What this task involves: Go through the entries below and return every line that contains "nodes".

········

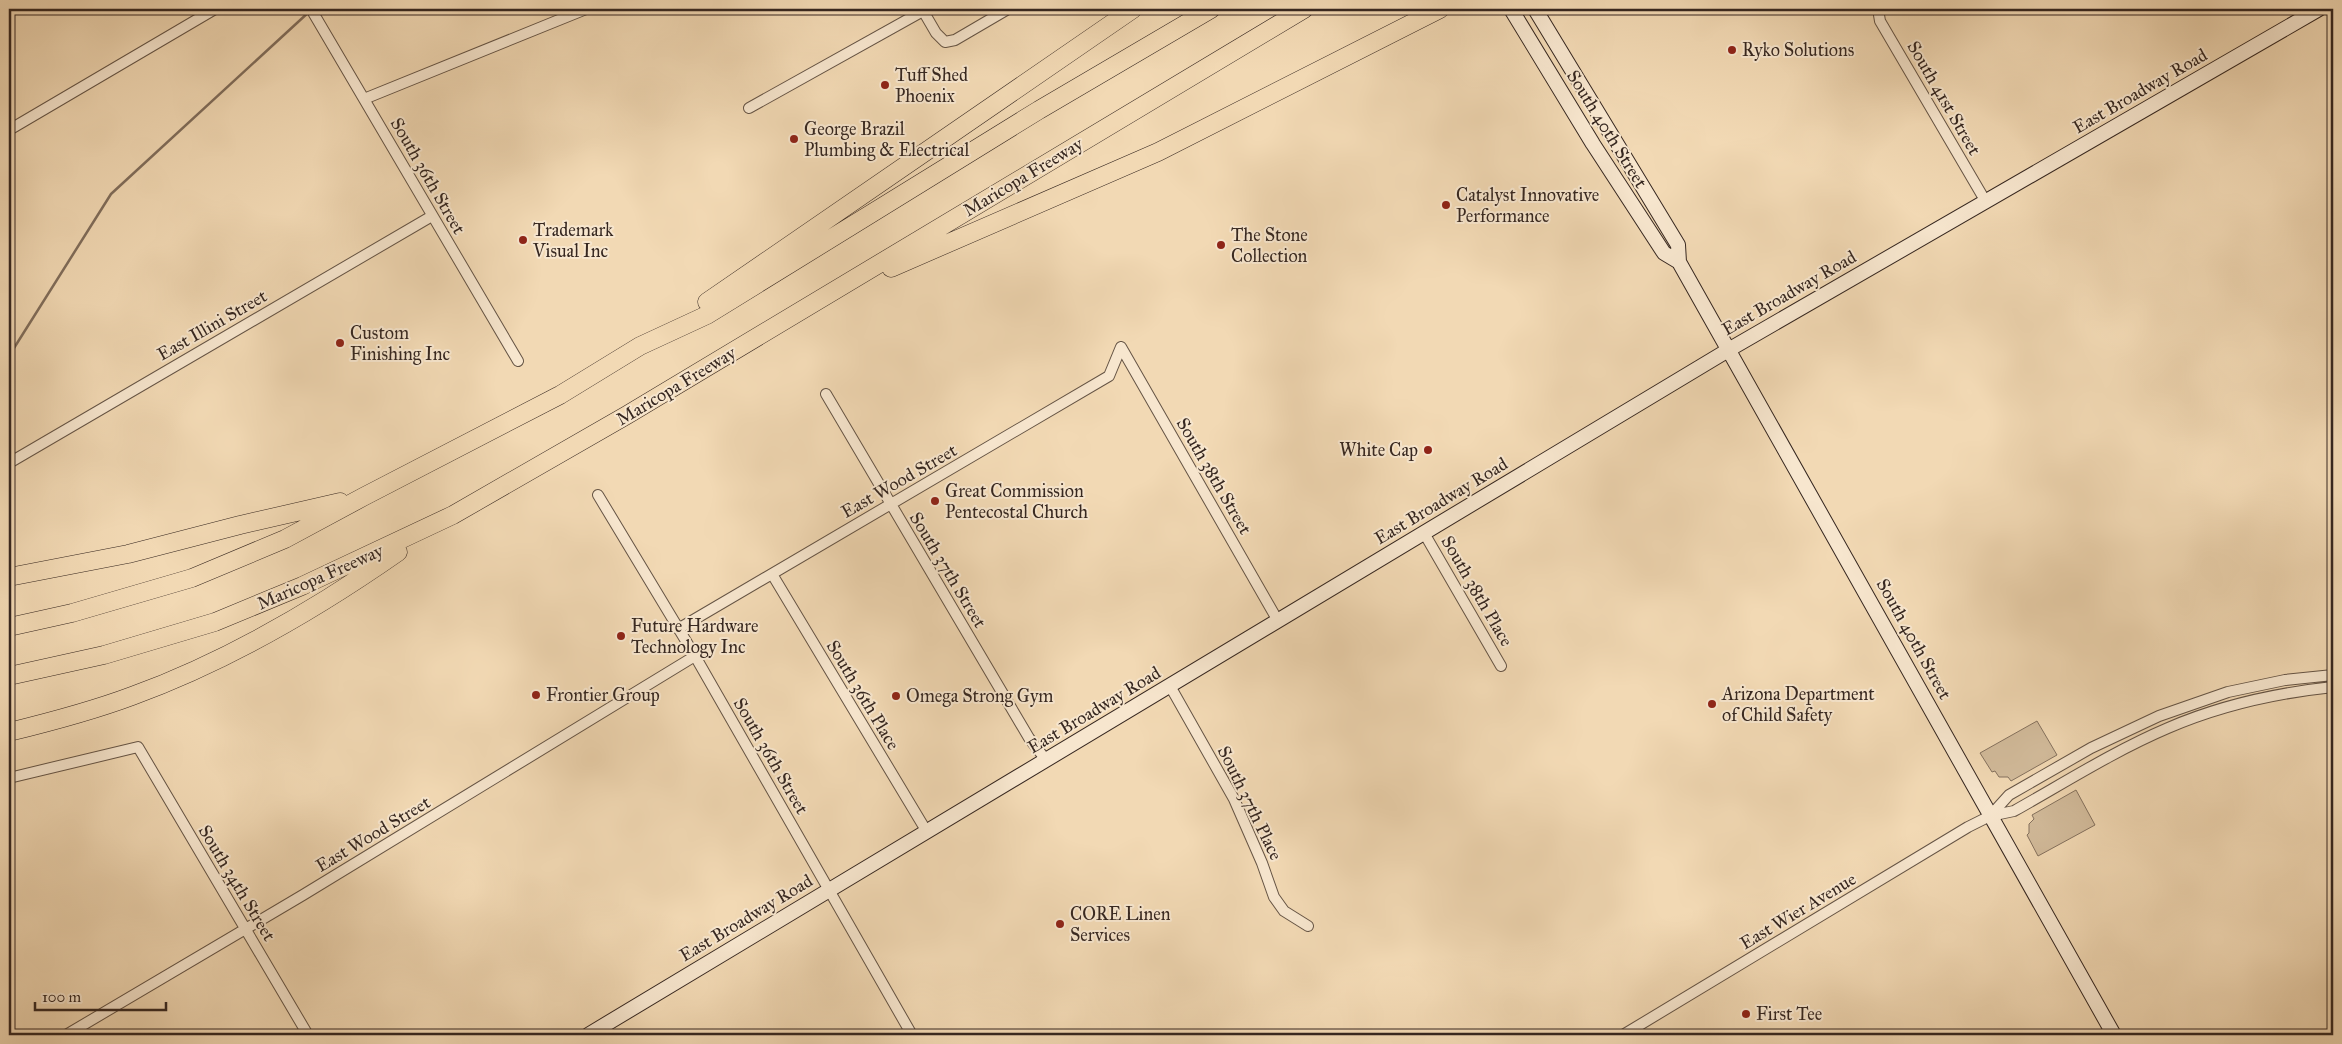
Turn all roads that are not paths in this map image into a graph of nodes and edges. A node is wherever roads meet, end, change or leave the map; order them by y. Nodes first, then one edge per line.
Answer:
1 (215, 9) edge
2 (586, 9) edge
3 (1008, 9) edge
4 (1133, 9) edge
5 (1211, 9) edge
6 (1304, 9) edge
7 (1440, 9) edge
8 (1511, 9) edge
9 (1536, 9) edge
10 (1878, 9) edge
11 (2318, 9) edge
12 (922, 10) edge
13 (313, 12) edge
14 (364, 99) junction
15 (749, 108) dead end
16 (9, 130) edge
17 (1986, 202) junction
18 (432, 216) junction
19 (1679, 262) junction
20 (826, 296) junction
21 (640, 346) junction
22 (1121, 347) joint
23 (1730, 349) junction
24 (518, 361) dead end
25 (826, 394) dead end
26 (9, 463) edge
27 (598, 495) dead end
28 (363, 497) junction
29 (891, 505) junction
30 (444, 520) junction
31 (1424, 533) junction
32 (772, 574) junction
33 (9, 577) edge
34 (1278, 621) junction
35 (9, 627) edge
36 (678, 629) junction
37 (695, 656) junction
38 (1501, 666) dead end
39 (2333, 675) edge
40 (9, 676) edge
41 (1170, 686) junction
42 (2333, 687) edge
43 (9, 732) edge
44 (1046, 760) junction
45 (9, 778) edge
46 (1990, 816) junction
47 (927, 832) junction
48 (830, 890) junction
49 (1308, 926) dead end
50 (245, 930) junction
51 (66, 1035) edge
52 (308, 1035) edge
53 (588, 1035) edge
54 (912, 1035) edge
55 (1623, 1035) edge
56 (2114, 1035) edge

1 - 16 street
2 - 14 street
3 - 12 street
4 - 21 highway
5 - 21 highway
6 - 20 highway, Maricopa Freeway
7 - 20 highway
8 - 19 main road, South 40th Street
9 - 19 main road, South 40th Street
10 - 17 street, South 41st Street
11 - 17 main road, East Broadway Road
12 - 15 street
13 - 14 street, South 36th Street
14 - 18 street, South 36th Street
17 - 23 main road, East Broadway Road
18 - 24 street, South 36th Street
18 - 26 street, East Illini Street
19 - 23 main road, South 40th Street
20 - 30 highway, Maricopa Freeway
21 - 28 highway
22 - 29 street, East Wood Street
22 - 34 street, South 38th Street
23 - 31 main road, East Broadway Road
23 - 46 main road, South 40th Street
25 - 29 street, South 37th Street
27 - 36 street, South 36th Street
28 - 33 highway
28 - 35 highway
29 - 32 street, East Wood Street
29 - 44 street, South 37th Street
30 - 40 highway, Maricopa Freeway
30 - 43 highway
31 - 34 main road, East Broadway Road
31 - 38 street, South 38th Place
32 - 36 street, East Wood Street
32 - 47 street, South 36th Place
34 - 41 main road, East Broadway Road
36 - 37 street, South 36th Street
37 - 48 street, South 36th Street
37 - 50 street, East Wood Street
39 - 46 street
41 - 44 main road, East Broadway Road
41 - 49 street, South 37th Place
42 - 46 street
44 - 47 main road, East Broadway Road
45 - 50 street, South 34th Street
46 - 55 street, East Wier Avenue
46 - 56 main road, South 40th Street
47 - 48 main road, East Broadway Road
48 - 53 main road, East Broadway Road
48 - 54 street, South 36th Street
50 - 51 street, East Wood Street
50 - 52 street, South 34th Street

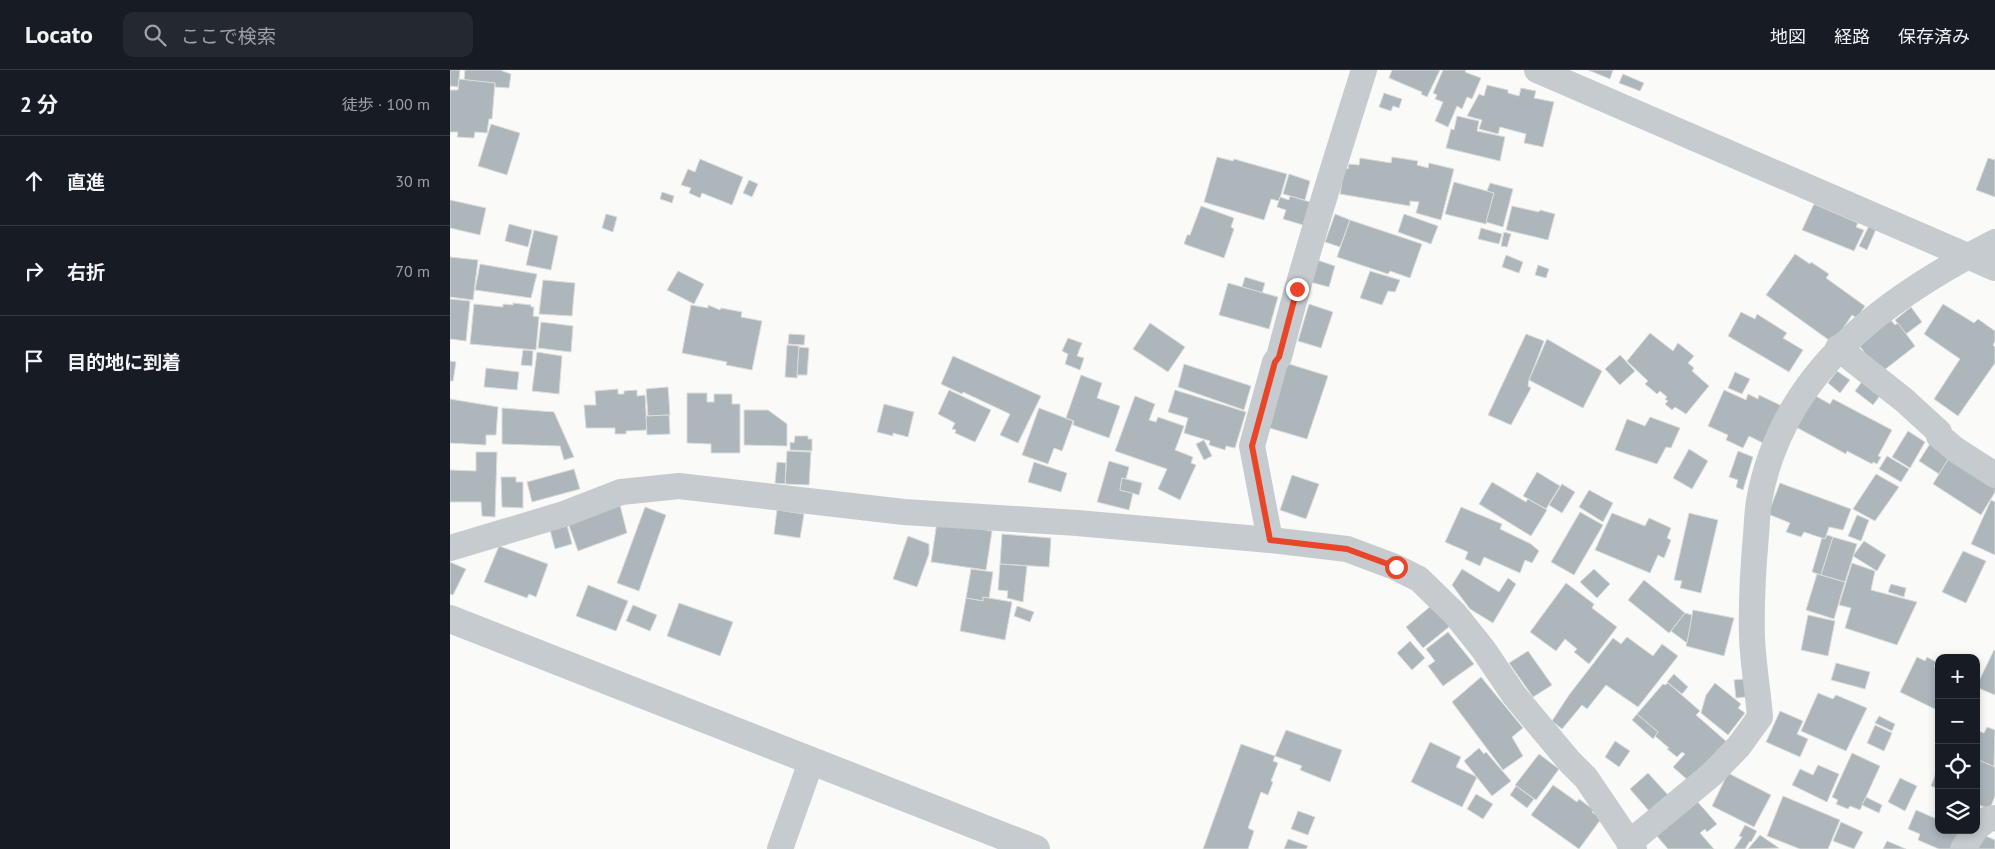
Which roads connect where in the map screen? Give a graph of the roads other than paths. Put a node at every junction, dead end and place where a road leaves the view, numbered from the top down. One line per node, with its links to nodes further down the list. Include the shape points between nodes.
1 (1364, 70): 8 (street, via 1252,446)
2 (1537, 70): 4 (street)
3 (1995, 242): 4 (street)
4 (1968, 256): 5 (street); 6 (street, via 1880,312)
5 (1995, 268)
6 (1838, 348): 7 (street, via 1904,400 1956,450); 15 (street, via 1798,397 1773,450 1759,501 1752,638 1760,717 1739,746 1712,774)
7 (1995, 475)
8 (1270, 540): 9 (street, via 904,512 679,486 620,492 564,514); 15 (street, via 1347,549 1396,567 1429,587 1483,649 1514,696 1586,778)
9 (450, 548)
10 (450, 619): 11 (street)
11 (811, 762): 16 (street); 17 (street)
12 (1995, 818): 13 (street)
13 (1980, 826)
14 (1973, 834): 18 (street)
15 (1632, 846)
16 (780, 849)
17 (1036, 849)
18 (1963, 849)

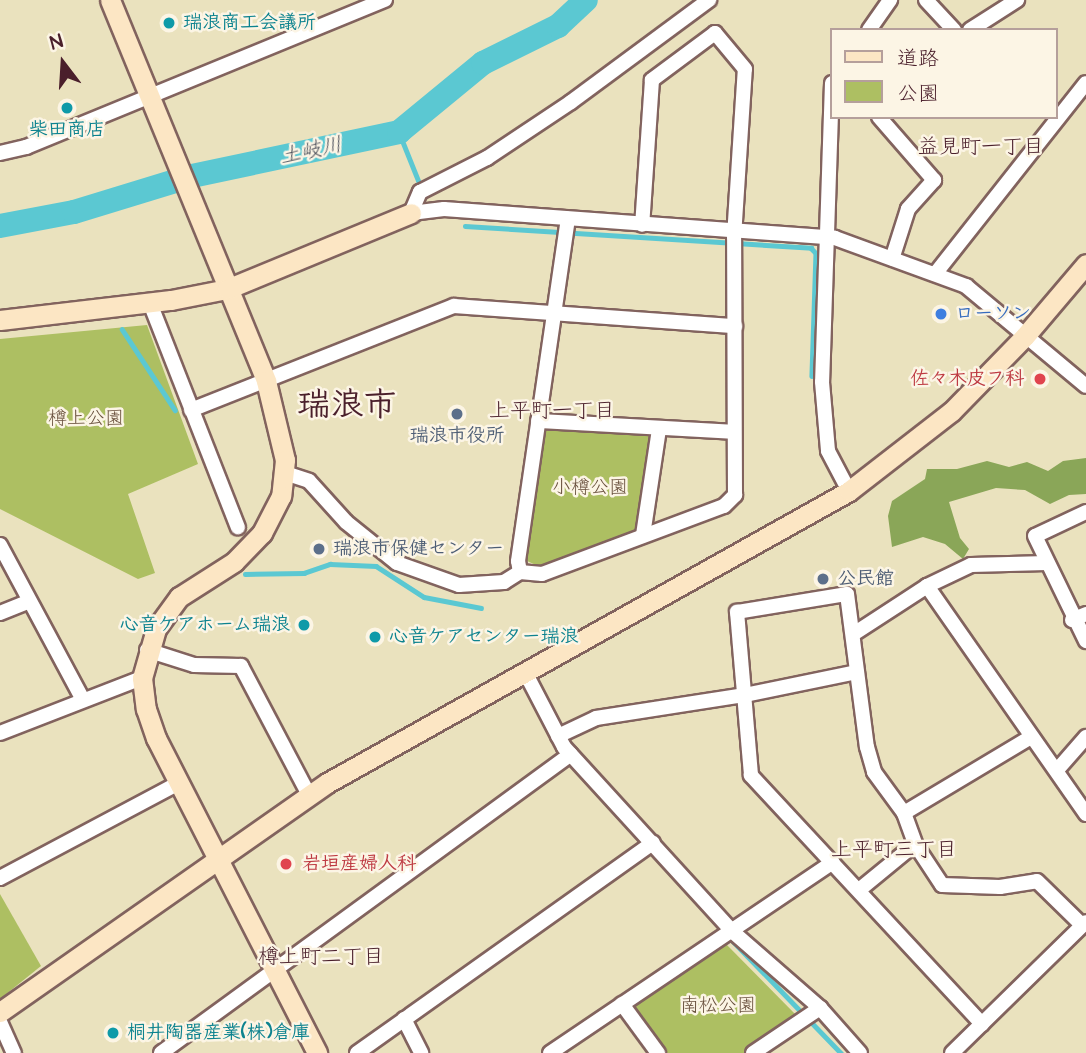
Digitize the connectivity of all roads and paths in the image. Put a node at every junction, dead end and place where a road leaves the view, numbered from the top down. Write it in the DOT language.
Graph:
graph roads {
  1 [pos="110,0"];
  2 [pos="385,0"];
  3 [pos="709,0"];
  4 [pos="890,0"];
  5 [pos="926,0"];
  6 [pos="1017,0"];
  7 [pos="363,5"];
  8 [pos="870,28"];
  9 [pos="952,28"];
  10 [pos="973,28"];
  11 [pos="1086,83"];
  12 [pos="148,98"];
  13 [pos="1058,116"];
  14 [pos="830,119"];
  15 [pos="881,119"];
  16 [pos="1055,119"];
  17 [pos="0,153"];
  18 [pos="411,214"];
  19 [pos="642,225"];
  20 [pos="566,227"];
  21 [pos="825,236"];
  22 [pos="735,239"];
  23 [pos="892,259"];
  24 [pos="1086,264"];
  25 [pos="935,274"];
  26 [pos="226,289"];
  27 [pos="150,303"];
  28 [pos="554,314"];
  29 [pos="0,320"];
  30 [pos="735,326"];
  31 [pos="1025,336"];
  32 [pos="266,381"];
  33 [pos="1086,386"];
  34 [pos="191,410"];
  35 [pos="538,421"];
  36 [pos="659,429"];
  37 [pos="734,432"];
  38 [pos="285,473"];
  39 [pos="849,491"];
  40 [pos="1086,512"];
  41 [pos="238,527"];
  42 [pos="643,535"];
  43 [pos="0,545"];
  44 [pos="1047,563"];
  45 [pos="520,572"];
  46 [pos="927,586"];
  47 [pos="29,601"];
  48 [pos="0,614"];
  49 [pos="1086,614"];
  50 [pos="1072,620"];
  51 [pos="855,633"];
  52 [pos="1086,641"];
  53 [pos="147,650"];
  54 [pos="857,671"];
  55 [pos="525,672"];
  56 [pos="142,678"];
  57 [pos="745,695"];
  58 [pos="82,698"];
  59 [pos="0,733"];
  60 [pos="558,736"];
  61 [pos="1031,737"];
  62 [pos="1086,737"];
  63 [pos="570,754"];
  64 [pos="1058,769"];
  65 [pos="179,783"];
  66 [pos="309,795"];
  67 [pos="904,813"];
  68 [pos="1086,814"];
  69 [pos="653,843"];
  70 [pos="915,844"];
  71 [pos="218,860"];
  72 [pos="833,862"];
  73 [pos="0,878"];
  74 [pos="859,890"];
  75 [pos="1084,923"];
  76 [pos="733,932"];
  77 [pos="273,971"];
  78 [pos="622,1004"];
  79 [pos="820,1008"];
  80 [pos="0,1012"];
  81 [pos="404,1019"];
  82 [pos="0,1022"];
  83 [pos="982,1024"];
  84 [pos="14,1053"];
  85 [pos="161,1053"];
  86 [pos="317,1053"];
  87 [pos="357,1053"];
  88 [pos="421,1053"];
  89 [pos="550,1053"];
  90 [pos="658,1053"];
  91 [pos="753,1053"];
  92 [pos="860,1053"];
  93 [pos="952,1053"];
  1 -- 12 [label="street"];
  2 -- 7 [label="street"];
  3 -- 18 [label="street"];
  4 -- 8 [label="street"];
  5 -- 9 [label="street"];
  6 -- 10 [label="street"];
  7 -- 12 [label="street"];
  11 -- 13 [label="street"];
  12 -- 17 [label="street"];
  12 -- 26 [label="street"];
  14 -- 21 [label="street"];
  15 -- 23 [label="street"];
  16 -- 25 [label="street"];
  18 -- 20 [label="street"];
  18 -- 26 [label="street"];
  19 -- 20 [label="street"];
  19 -- 22 [label="street"];
  19 -- 22 [label="street"];
  20 -- 28 [label="street"];
  21 -- 22 [label="street"];
  21 -- 23 [label="street"];
  21 -- 39 [label="street"];
  22 -- 30 [label="street"];
  23 -- 25 [label="street"];
  24 -- 31 [label="street"];
  25 -- 31 [label="street"];
  26 -- 27 [label="street"];
  26 -- 32 [label="street"];
  27 -- 29 [label="street"];
  27 -- 34 [label="street"];
  28 -- 30 [label="street"];
  28 -- 32 [label="street"];
  28 -- 35 [label="street"];
  30 -- 37 [label="street"];
  31 -- 33 [label="street"];
  31 -- 39 [label="street"];
  32 -- 34 [label="street"];
  32 -- 38 [label="street"];
  34 -- 41 [label="street"];
  35 -- 36 [label="street"];
  35 -- 45 [label="street"];
  36 -- 37 [label="street"];
  36 -- 42 [label="street"];
  37 -- 42 [label="street"];
  38 -- 45 [label="street"];
  38 -- 53 [label="street"];
  39 -- 55 [label="street"];
  40 -- 44 [label="street"];
  42 -- 45 [label="street"];
  43 -- 47 [label="street"];
  44 -- 46 [label="street"];
  44 -- 50 [label="street"];
  46 -- 51 [label="street"];
  46 -- 61 [label="street"];
  47 -- 48 [label="street"];
  47 -- 58 [label="street"];
  49 -- 50 [label="street"];
  50 -- 52 [label="street"];
  51 -- 54 [label="street"];
  51 -- 57 [label="street"];
  53 -- 56 [label="street"];
  53 -- 66 [label="street"];
  54 -- 57 [label="street"];
  54 -- 67 [label="street"];
  55 -- 60 [label="street"];
  55 -- 66 [label="street"];
  56 -- 58 [label="street"];
  56 -- 65 [label="street"];
  57 -- 60 [label="street"];
  57 -- 72 [label="street"];
  58 -- 59 [label="street"];
  60 -- 63 [label="street"];
  61 -- 64 [label="street"];
  61 -- 67 [label="street"];
  62 -- 64 [label="street"];
  63 -- 69 [label="street"];
  63 -- 77 [label="street"];
  64 -- 68 [label="street"];
  65 -- 71 [label="street"];
  65 -- 73 [label="street"];
  66 -- 71 [label="street"];
  67 -- 70 [label="street"];
  69 -- 76 [label="street"];
  69 -- 81 [label="street"];
  70 -- 74 [label="street"];
  70 -- 75 [label="street"];
  71 -- 77 [label="street"];
  71 -- 80 [label="street"];
  72 -- 74 [label="street"];
  72 -- 76 [label="street"];
  74 -- 83 [label="street"];
  75 -- 83 [label="street"];
  76 -- 78 [label="street"];
  76 -- 79 [label="street"];
  77 -- 85 [label="street"];
  77 -- 86 [label="street"];
  78 -- 89 [label="street"];
  78 -- 90 [label="street"];
  79 -- 91 [label="street"];
  79 -- 92 [label="street"];
  81 -- 87 [label="street"];
  81 -- 88 [label="street"];
  82 -- 84 [label="street"];
  83 -- 93 [label="street"];
}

········

Answer space:
Turn all roads that are not paths in this map image into a graph of nodes and edges. A node is wherever roads meet, end, change or leave the map; order them by y. Nodes first, then one edge per line.
Which roads connect where in the map screen? Give a graph of the roads other than paths. Put a node at every junction, dead end and place where a road leaves the view, numbered from the top down. One line per node, with its links to nodes further down the list. Include the shape points between nodes.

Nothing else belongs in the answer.